Jon Aspiazu

Personal information
- Full name: Jon Iñaki Aspiazu San Emeterio
- Date of birth: 5 November 1962 (age 63)
- Place of birth: Bilbao, Spain
- Height: 1.72 m (5 ft 8 in)
- Position: Midfielder

Team information
- Current team: Athletic Bilbao (assistant)

Youth career
- Athletic Bilbao

Senior career*
- Years: Team / Apps / (Gls)
- 1979–1984: Bilbao Athletic / 130 / (4)
- 1983–1984: Athletic Bilbao / 0 / (0)
- 1984–1985: Hércules / 6 / (0)
- 1985–1987: Sestao / 75 / (7)
- 1987–1992: Deportivo La Coruña / 134 / (8)
- 1992–1994: Sestao / 63 / (3)
- 1994–1996: Amurrio / 71 / (1)
- Total:  / 479 / (23)

Managerial career
- 1997–1998: Amurrio
- 1998: Aurrerá Vitoria
- 2002–2003: Bilbao Athletic (assistant)
- 2003–2005: Athletic Bilbao (assistant)
- 2006–2008: Espanyol (assistant)
- 2008–2009: Olympiacos (assistant)
- 2009–2010: Villarreal (assistant)
- 2010–2012: Olympiacos (assistant)
- 2012–2013: Valencia (assistant)
- 2013–2017: Athletic Bilbao (assistant)
- 2017–2020: Barcelona (assistant)
- 2022–: Athletic Bilbao (assistant)

= Jon Aspiazu =

Spanish footballer (born 1962)

Jon Iñaki Aspiazu San Emeterio (born 5 November 1962) is a Spanish retired footballer who played as a midfielder, and who is the assistant head coach of Athletic Bilbao.

==Playing career==
Born in Bilbao, Biscay, Basque Country, Aspiazu was an Athletic Bilbao youth graduate.
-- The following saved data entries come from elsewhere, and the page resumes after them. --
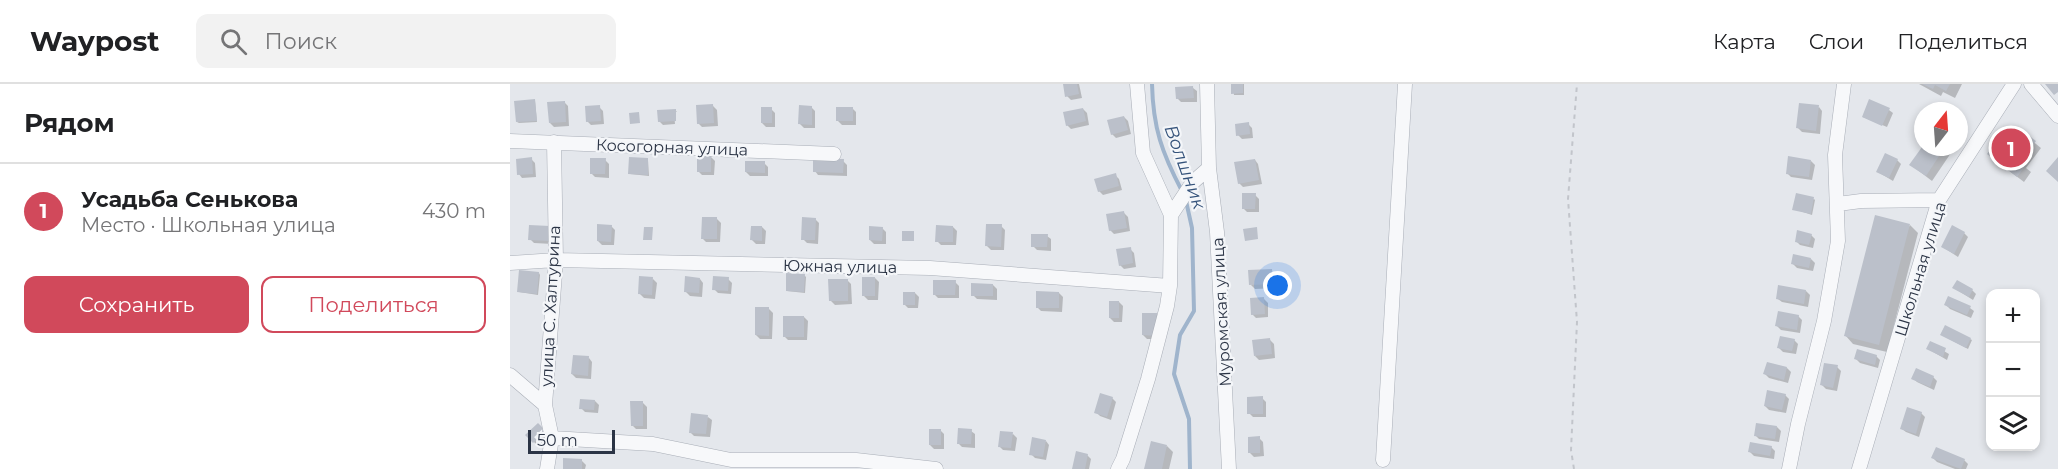 <!DOCTYPE html>
<html lang="ru">
<meta charset="utf-8">
<style>
:root{--surface:#fff;--page:#f2f2f2;--text:#202124;--muted:#757577;--line:#e0e0e0;--accent:#d1495b}
body{margin:0;font-family:Montserrat,sans-serif;background:var(--page);color:var(--text)}
.controls{position:absolute;right:18px;bottom:18px;display:grid;overflow:hidden;border-radius:12px;box-shadow:0 3px 9px #0003}
.controls button{width:54px;height:54px;display:grid;place-items:center;padding:0;border:0;border-bottom:2px solid var(--line);background:var(--surface);color:var(--text);font:30px sans-serif}
.compass{position:absolute;left:1404px;top:18px;width:54px;height:54px;border-radius:50%;background:var(--surface);box-shadow:0 3px 9px #0003;rotate:17deg}
.scale{position:absolute;left:18px;bottom:15px;width:87px;box-sizing:border-box;padding-left:6px;border:3px solid #2b3445;border-top:0;font-size:16px;line-height:21px;white-space:nowrap;color:#2b3445;-webkit-text-stroke:4px #f4f6f9;paint-order:stroke}
.you{position:absolute;left:768px;top:202px;width:21px;height:21px;margin:-15px;border:4px solid #fff;border-radius:50%;background:#1a73e8;box-shadow:0 0 0 9px #1a73e833}
.badge{display:grid;place-items:center;width:39px;height:39px;border-radius:50%;background:var(--accent);color:#fff;font-size:20px;font-weight:700}
.pin{position:absolute;translate:-50% -50%;border:3px solid #fff;box-shadow:0 2px 6px #0006}
.list{margin:0;padding:0;list-style:none}
h2{display:flex;justify-content:space-between;align-items:center;height:78px;margin:0;padding:0 24px;font-size:26px}
h2 small{font-size:20px;font-weight:400;color:var(--muted)}
.list li{display:grid;grid-template-columns:39px 1fr auto;gap:18px;align-items:center;box-sizing:border-box;height:96px;padding:0 24px;border-top:2px solid var(--line)}
.list b{display:block;font-size:22px;white-space:nowrap}
.list p{margin:0;font-size:20px;white-space:nowrap;color:var(--muted)}
.list em{font-size:20px;font-style:normal;color:var(--muted)}
.actions{display:flex;gap:12px;padding:18px 24px}
.actions a{flex:1;padding:14px 0;border:2px solid var(--accent);border-radius:12px;text-align:center;font-size:21px;color:var(--accent)}
.actions .main{background:var(--accent);color:#fff}
.icon{flex:none;width:33px;height:33px;fill:none;stroke:currentColor;stroke-width:2;stroke-linecap:round;stroke-linejoin:round}
.map{position:relative;flex:none;width:1548px;height:385px;overflow:hidden}
header{display:flex;align-items:center;gap:36px;box-sizing:border-box;height:84px;padding:0 30px;background:var(--surface);border-bottom:2px solid var(--line)}
header strong{font-size:28px}
nav{display:flex;gap:33px;margin-inline-start:auto;font-size:21px}
.search{width:420px;height:54px;background:var(--page);display:flex;align-items:center;gap:15px;box-sizing:border-box;padding:0 21px;border-radius:12px;color:var(--muted);font-size:22px}
main{display:flex}
aside{flex:1;background:var(--surface)}
.map>svg:first-child{display:block}
</style>
<header>
<strong>Waypost</strong>
<div class="search"><svg class="icon" aria-label="search" viewBox="0 0 24 24"><circle cx="10" cy="10" r="6"/><path d="M15 15l6 6"/></svg>Поиск</div>
<nav><a>Карта</a><a>Слои</a><a>Поделиться</a></nav>
</header>
<main>
<aside>
<h2>Рядом<small></small></h2>
<ul class="list">
<li><span class="badge">1</span><div><b>Усадьба Сенькова</b><p>Место · Школьная улица</p></div><em>430 m</em></li>
</ul>
<div class="actions"><a class="main">Сохранить</a><a>Поделиться</a></div>
</aside>
<div class="map">
<svg width="1548" height="385" viewBox="0 0 1548 385">
<rect width="100%" height="100%" fill="#e4e7ec"/>
<!-- shadow -->
<path fill="#0003" d="M554,0H569L572,14L561,16L557,12Z
M722,0H734V11H724Z
M1409,0H1452L1445,14L1433,8L1431,12Z
M683,4L687,7V18H671L667,14Z
M25,17L27,38L9,39L7,38Z
M54,18L58,22L59,42L44,43L40,39Z
M203,22L207,26L208,42L192,43L188,39Z
M89,23L93,27L94,40L81,41L77,37Z
M301,23L305,27V44H294L290,40Z
M1309,23L1312,27L1310,50L1292,48L1288,44Z
M342,24L346,28V41H332L328,37Z
M261,25L265,29V43H256L252,39Z
M573,25L577,29L579,41L561,45L557,41Z
M165,26L167,28H164L165,40L153,41L149,37Z
M1379,26L1383,29L1377,43L1353,33Z
M614,33L618,37L621,50L606,54L602,50Z
M738,40L742,44L743,54L732,55L728,51Z
M1509,46L1531,64L1516,84L1521,88L1514,98L1485,76L1491,61L1503,55Z
M1413,63H1445L1422,97L1401,81Z
M201,73L205,77L204,91H192L188,87Z
M21,75L25,79L26,93L12,94L9,90Z
M95,76L99,80V94L85,93L81,89Z
M138,76L139,92L120,90Z
M745,76L748,80L752,100L733,103L729,99Z
M1387,76L1391,80L1383,97L1368,88Z
M333,77L337,81V92L308,91L305,87Z
M1301,77L1305,81L1302,96L1281,93L1277,89Z
M254,79L258,83V92H240L236,88Z
M605,91L609,95L612,106L593,111L589,107Z
M745,111L749,115V128H737L733,124Z
M1304,115L1305,116L1302,131L1284,125Z
M614,129L618,133L620,147L604,150L600,146Z
M207,135L211,139L210,158H196L192,154Z
M305,135L309,139L308,160L297,159L293,155Z
M1400,141L1408,149L1377,268L1343,260L1335,251Z
M101,142L105,146L104,161H92L88,157Z
M491,142L495,146L494,166H481L477,162Z
M20,143L43,160L24,159L20,155Z
M252,143L256,147L255,160H246L242,156Z
M443,143L447,147L446,161H431L427,157Z
M372,144L376,148V160H364L360,156Z
M1454,149L1458,153L1448,173L1433,163Z
M1301,151L1305,155L1303,164L1290,161L1286,157Z
M537,152L541,155V167L527,166L523,162Z
M620,165L624,169L626,183L614,185L610,181Z
M1301,175L1305,179L1303,187L1287,184L1283,180Z
M761,187L765,191L766,204L745,205L741,201Z
M29,189L30,191L28,211L9,208Z
M294,191L296,193L295,209L277,207Z
M365,194L369,198L368,216H358L354,212Z
M143,195L147,199L145,215L134,214L130,210Z
M190,195L193,199L192,213L180,212L176,208Z
M218,195L222,199L221,210L208,209L204,205Z
M337,196L341,200L342,220L325,221L321,217Z
M445,198L449,202V214H428L424,210Z
M483,201L487,205V216L467,215L463,211Z
M1444,204L1462,206L1466,210L1463,216Z
M1296,207L1300,211L1298,223L1272,218L1268,215Z
M405,209L409,213L408,224H398L394,220Z
M549,209L553,213L552,228L531,227L527,223Z
M754,215L758,219V233L746,234L742,230Z
M609,218L613,222L612,238H604L600,234Z
M1436,221L1460,224L1464,227L1461,234L1440,225Z
M259,225L263,229L262,255H250L246,251Z
M646,230L650,234V255H637L633,251Z
M1288,232L1292,236L1290,249L1271,246L1267,242Z
M294,233L298,237L297,256H278L274,252Z
M1432,251L1460,255L1462,256L1458,265Z
M760,256L764,260L765,274L749,276L745,272Z
M1284,256L1288,260L1286,270L1273,268L1269,264Z
M1420,259L1439,270L1437,276L1418,265Z
M1366,272L1370,276L1368,284L1350,279L1346,275Z
M79,274L82,278L81,295L66,294L62,290Z
M1327,283L1331,287L1327,307L1316,305L1312,301Z
M1277,284L1281,288L1278,299L1259,294L1255,290Z
M1423,293L1427,297L1424,306L1407,298L1403,294Z
M1275,311L1279,315L1276,329L1259,326L1255,322Z
M602,314L606,318L601,336L590,332L586,328Z
M752,314L756,318V333H743L739,329Z
M85,317L89,321L88,329L75,328L71,324Z
M133,319L137,323V345H126L122,341Z
M1411,329L1415,333L1409,353L1396,348L1392,345Z
M198,333L202,336L200,353L184,352L180,348Z
M28,341L38,352L28,362L17,351Z
M1267,343L1271,347L1269,358L1249,355L1245,351Z
M430,346L434,350V365H424L420,361Z
M461,347L465,350V364L452,363L448,359Z
M503,350L507,354L505,367L493,366L489,362Z
M749,354L753,358L754,372L744,373L740,369Z
M536,357L539,361L536,376L525,374L521,370Z
M657,362L663,368L659,385H636Z
M1486,362H1501L1499,367Z
M1261,363L1265,367L1264,375L1244,372L1240,368Z
M577,371L581,375L579,385H564Z
M1423,374L1454,376L1458,380L1456,385H1445L1427,378Z
M72,377L76,381L75,385H54Z"/>
<g fill="none" stroke-linecap="round" stroke-linejoin="round">
<!-- stream -->
<path stroke="#9fb4cc" stroke-width="4" d="M642,0C643,44 652,69 672,107
M676,117L682,144L684,227L670,251L664,290L679,335L680,385"/>
</g>
<!-- building -->
<path fill="#bbc0ca" d="M553,0H567L569,10L555,13Z
M721,0H733V9L721,10Z
M1412,0H1440L1436,7L1425,1L1423,5Z
M1535,0H1548V8L1544,11Z
M683,2L684,14L666,15L665,3Z
M25,15L27,37L6,38L4,17Z
M1359,15L1380,24L1372,42L1352,33Z
M55,17L56,38L39,39L37,18Z
M1289,19L1309,21L1306,47L1286,44Z
M203,20L204,39L187,40L186,21Z
M90,21L91,37L76,38L75,22Z
M289,21L302,22V41L288,40Z
M251,23H262V39H251Z
M326,23H343V37H326Z
M573,24L576,37L556,42L553,28Z
M166,25V37L148,38L147,26Z
M129,28L130,39L120,40L119,29Z
M614,32L618,46L601,51L597,36Z
M739,38L740,50L726,52L725,40Z
M1509,44L1526,57L1511,77L1516,81L1507,93L1477,70L1487,57L1490,59L1498,49L1503,53Z
M1412,63H1435L1416,92L1399,81Z
M1375,69L1388,75L1379,94L1366,88Z
M187,71H201V88H187Z
M1278,72L1301,76L1299,93L1276,90Z
M22,73L23,90L7,91L6,75Z
M119,73L138,74V91L118,90Z
M1548,73V98L1536,87Z
M80,74H96L95,90H80Z
M303,74L334,75L333,89L303,88Z
M745,75L749,96L728,100L724,78Z
M235,77H255V89L235,88Z
M606,89L609,102L588,108L584,95Z
M732,109H746L745,125H732Z
M1286,109L1304,113L1301,130L1282,126Z
M614,127L617,144L599,147L596,130Z
M1365,131L1400,140L1369,261L1334,252Z
M192,133H207V155H191Z
M292,133L306,134L305,156H291Z
M87,140L102,141L101,158L87,157Z
M476,140H492L491,163L475,162Z
M19,141L40,142V157L18,156Z
M426,141L443,142V158H425Z
M1442,141L1455,148L1444,170L1431,163Z
M241,142H252V157L240,156Z
M359,142L373,143L372,157L359,156Z
M134,143H143L142,156H133Z
M747,143L748,155L735,157L733,145Z
M1287,146L1302,150L1299,161L1285,158Z
M392,147H404V157H392Z
M521,150H538L537,163H521Z
M621,163L623,179L609,182L606,165Z
M1283,170L1301,174L1299,184L1281,180Z
M762,185L763,200L739,201L738,186Z
M9,186L29,188L27,210L7,208Z
M276,189L295,190L294,208L276,207Z
M129,192L143,193L142,211L128,210Z
M175,192L190,194L189,209L174,208Z
M203,192L219,193L218,207L202,206Z
M352,193H365V212H352Z
M318,195H338V217H319Z
M423,196H446L445,211H423Z
M1447,196L1463,205L1459,213L1442,204Z
M461,199L483,200V212H461Z
M1268,201L1296,206L1294,220L1266,215Z
M526,207L549,208V224H526Z
M393,208H405V221H393Z
M1438,212L1461,222L1457,231L1434,221Z
M754,213L755,230L741,231L740,214Z
M599,217H609V234H599Z
M245,223H259V252L245,251Z
M1268,227L1289,231L1287,246L1265,242Z
M632,229H647L646,252L632,251Z
M273,232H294V253H273Z
M1435,241L1461,254L1456,264L1430,251Z
M1270,252L1285,255L1282,267L1267,264Z
M760,254L762,270L744,272L742,256Z
M1420,257L1436,264L1433,273L1416,265Z
M1347,265L1367,271L1365,281L1344,275Z
M63,271L79,272L78,292L61,290Z
M1257,278L1277,283L1274,296L1253,290Z
M1314,279L1328,281L1323,304L1310,301Z
M1406,284L1424,292L1420,303L1401,295Z
M1257,306L1276,310L1272,326L1254,322Z
M590,309L603,313L597,333L584,329Z
M753,312V330H737V313Z
M70,315L85,316L84,326L69,325Z
M120,317H133V342H121Z
M1397,323L1412,328L1406,350L1390,345Z
M181,329L198,331L196,350L179,349Z
M28,339L36,347L23,359L15,351Z
M1246,339L1267,342L1265,355L1244,352Z
M448,344L462,345L461,360H447Z
M419,345H431V361H419Z
M490,347L503,348L501,364L488,363Z
M750,352V369H738V353Z
M522,353L536,356L533,373L519,371Z
M641,357L657,361L652,385H634Z
M1240,358L1262,362L1260,372L1238,368Z
M1426,363L1455,375L1451,385L1421,374Z
M566,367L578,370L575,385H562Z
M53,374L72,375V385H53Z"/>
<g fill="none" stroke-linecap="round" stroke-linejoin="round">
<defs>
<path id="minor" d="M697,0L699,84L707,148L719,385
M1521,0L1548,32
M0,57L324,70
M1328,120L1351,117L1429,116
M661,131L683,98L699,84
M0,179L46,176L420,184L660,202
M0,291L35,321
M42,354L143,360L221,376H346L426,385
M873,376L895,0
M37,385L42,354L35,321L46,176L44,58
M608,385L613,375L638,295L657,222L660,202L661,131L633,69L627,0
M1279,385L1288,340L1314,237L1328,157L1325,71L1334,0
M1349,385L1429,116L1504,0"/>
</defs>
<!-- minor casing -->
<use href="#minor" stroke="#a9aeb7" stroke-width="15"/>
<!-- path -->
<path stroke="#c2c5cb" stroke-width="2" stroke-dasharray="4.5 4.5" stroke-linecap="butt" d="M1064,385L1061,366L1067,238L1058,115L1067,0"/>
<!-- minor -->
<use href="#minor" stroke="#f7f8fa" stroke-width="14"/>
</g>
<g text-anchor="middle" stroke-width="4.5" stroke-linejoin="round" paint-order="stroke">
<!-- street labels -->
<g font-size="16" fill="#2b3445" stroke="#f4f6f9">
<text transform="translate(162 63) rotate(2)" y="6">Косогорная улица</text>
<text transform="translate(330 182) rotate(1)" y="6">Южная улица</text>
<text transform="translate(1410 185) rotate(-73)" y="6">Школьная улица</text>
<text transform="translate(40 222) rotate(-87)" y="6">улица С. Халтурина</text>
<text transform="translate(711 228) rotate(-93)" y="6">Муромская улица</text>
</g>
<!-- water labels -->
<g font-size="18" font-style="italic" fill="#34527a" stroke="#f4f6f9">
<text transform="translate(675 83) rotate(70)" y="6">Волшник</text>
</g>
</g>
</svg>
<div class="controls">
<button>+</button>
<button>−</button>
<button><svg class="icon" aria-label="layers" viewBox="0 0 24 24"><path d="M12 4l9 5-9 5-9-5zM3 14l9 5 9-5"/></svg></button>
</div>
<svg class="compass" viewBox="-18 -18 36 36"><path d="M0-13l5 13h-10z" fill="#e53935"/><path d="M0 13l5-13h-10z" fill="#757577"/></svg>
<div class="scale">50 m</div>
<div class="you"></div>
<div class="pin badge" style="left:1501px;top:64px">1</div>
</div>
</main>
He made his senior debut with the reserves in the 1979–80 campaign, in Segunda División B.

Aspiazu made his first team debut on 19 May 1984, starting in a 1–3 home loss against Atlético Madrid, for the year's Copa de la Liga. In July, he moved to fellow La Liga team Hércules CF, but featured rarely; his debut in the category occurred on 18 November 1984, in a 1–1 home draw against Sporting de Gijón.

In 1985 Aspiazu joined Segunda División side Sestao Sport Club, being an undisputed starter during his two-year spell at the club. He subsequently signed for fellow league team Deportivo de La Coruña, achieving promotion to the top tier in 1991.

In 1992 Aspiazu returned to Sestao, but suffered relegation in his first season. In 1994 he joined third-tier side Amurrio Club, and retired in 1996 at the age of 34.

==Managerial career==
In 1997, Aspiazu was appointed manager of his last club Amurrio, still in the third division. He was named in charge of CD Aurrerá de Vitoria in June of the following year, but was relieved from his duties in November.

In 2003, Aspiazu joined Ernesto Valverde's staff at his former club Bilbao Athletic, as an assistant. He remained in the role for the following years, being Valverde's second at Athletic, RCD Espanyol, Olympiacos, Villarreal CF, Valencia CF and FC Barcelona.

==Personal life==
His son Iker was also a footballer and a midfielder who spent several years in the Athletic Bilbao youth system but did not break through to the professional level.